» **PROBLEM STATEMENT**: Print, unchanged, the line containing "thumb ip: (1223, 799)" along with all lines that follow it to the end of the listing.

═════ EXTRACTED INFORMATION

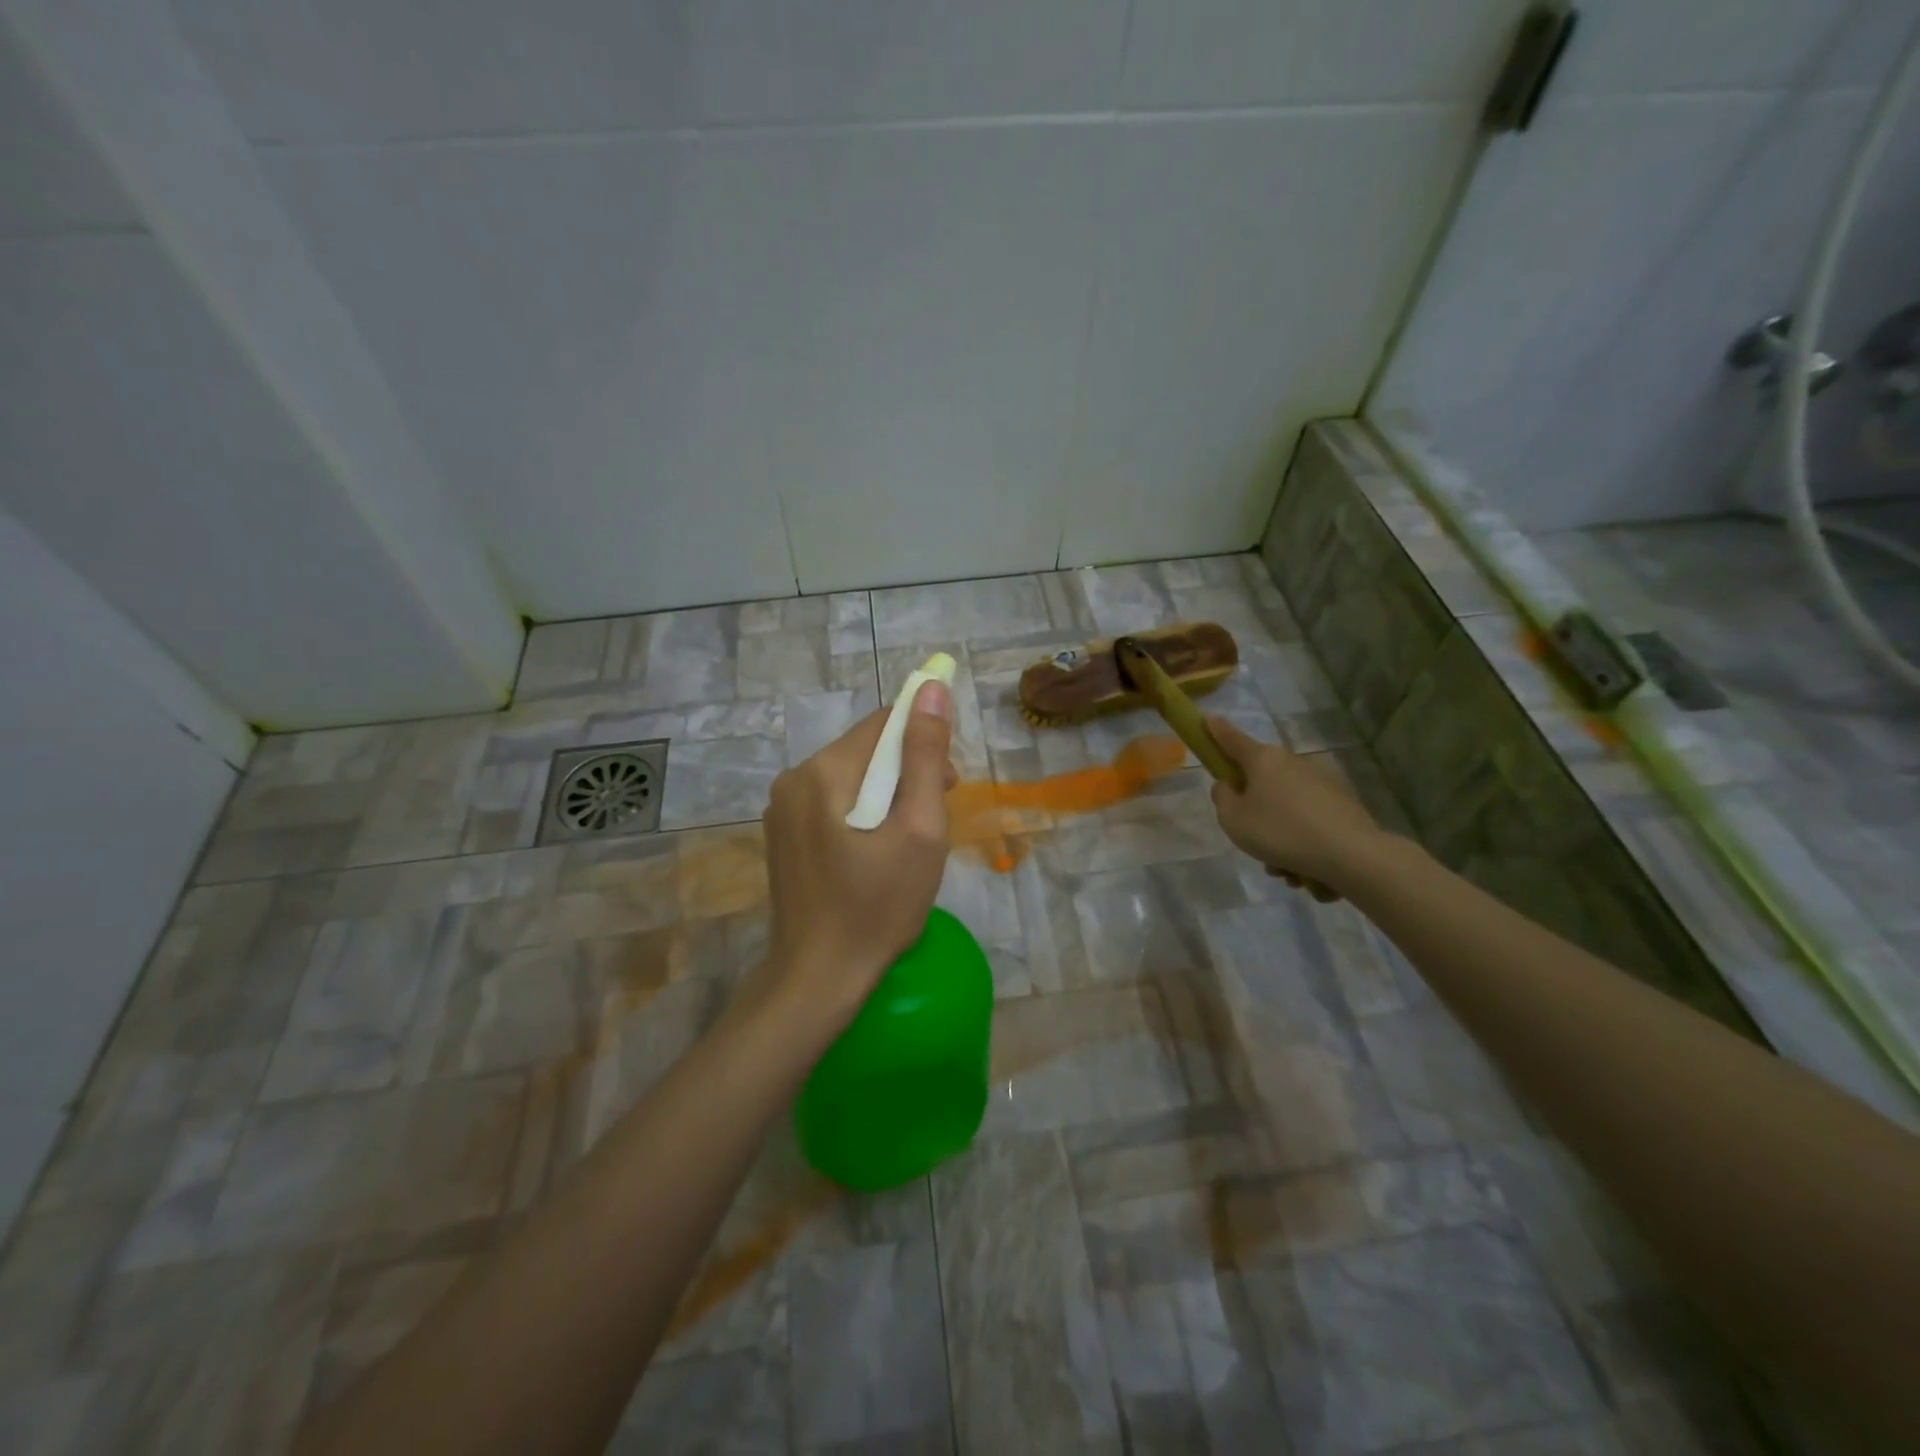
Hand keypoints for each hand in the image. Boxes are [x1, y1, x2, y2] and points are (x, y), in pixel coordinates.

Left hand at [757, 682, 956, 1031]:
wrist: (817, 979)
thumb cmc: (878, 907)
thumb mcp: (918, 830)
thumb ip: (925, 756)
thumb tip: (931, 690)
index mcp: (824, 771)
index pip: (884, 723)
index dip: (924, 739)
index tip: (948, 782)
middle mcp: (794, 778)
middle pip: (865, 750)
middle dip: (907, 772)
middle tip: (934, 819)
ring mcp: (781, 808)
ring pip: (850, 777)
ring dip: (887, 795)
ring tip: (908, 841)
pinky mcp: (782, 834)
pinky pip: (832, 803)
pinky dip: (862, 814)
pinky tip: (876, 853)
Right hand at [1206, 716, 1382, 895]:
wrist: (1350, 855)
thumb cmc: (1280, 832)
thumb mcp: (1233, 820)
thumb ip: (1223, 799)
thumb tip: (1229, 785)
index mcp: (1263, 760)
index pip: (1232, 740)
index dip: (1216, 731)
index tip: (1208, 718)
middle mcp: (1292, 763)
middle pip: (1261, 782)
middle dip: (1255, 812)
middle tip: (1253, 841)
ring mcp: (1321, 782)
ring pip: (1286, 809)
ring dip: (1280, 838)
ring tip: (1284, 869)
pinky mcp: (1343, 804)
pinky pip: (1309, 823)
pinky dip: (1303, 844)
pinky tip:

══════════

» **YOUR RESPONSE**:
thumb ip: (1223, 799)
thumb tip: (1229, 785)
index mcp: (1263, 760)
index pip: (1232, 740)
index dip: (1216, 731)
index tip: (1208, 718)
middle mcp: (1292, 763)
middle pip: (1261, 782)
middle dip: (1255, 812)
middle tip: (1253, 841)
ring mcp: (1321, 782)
ring pip: (1286, 809)
ring dip: (1280, 838)
ring tip: (1284, 869)
pinky mcp: (1343, 804)
pinky pip: (1309, 823)
pinky dip: (1303, 844)
pinky tip:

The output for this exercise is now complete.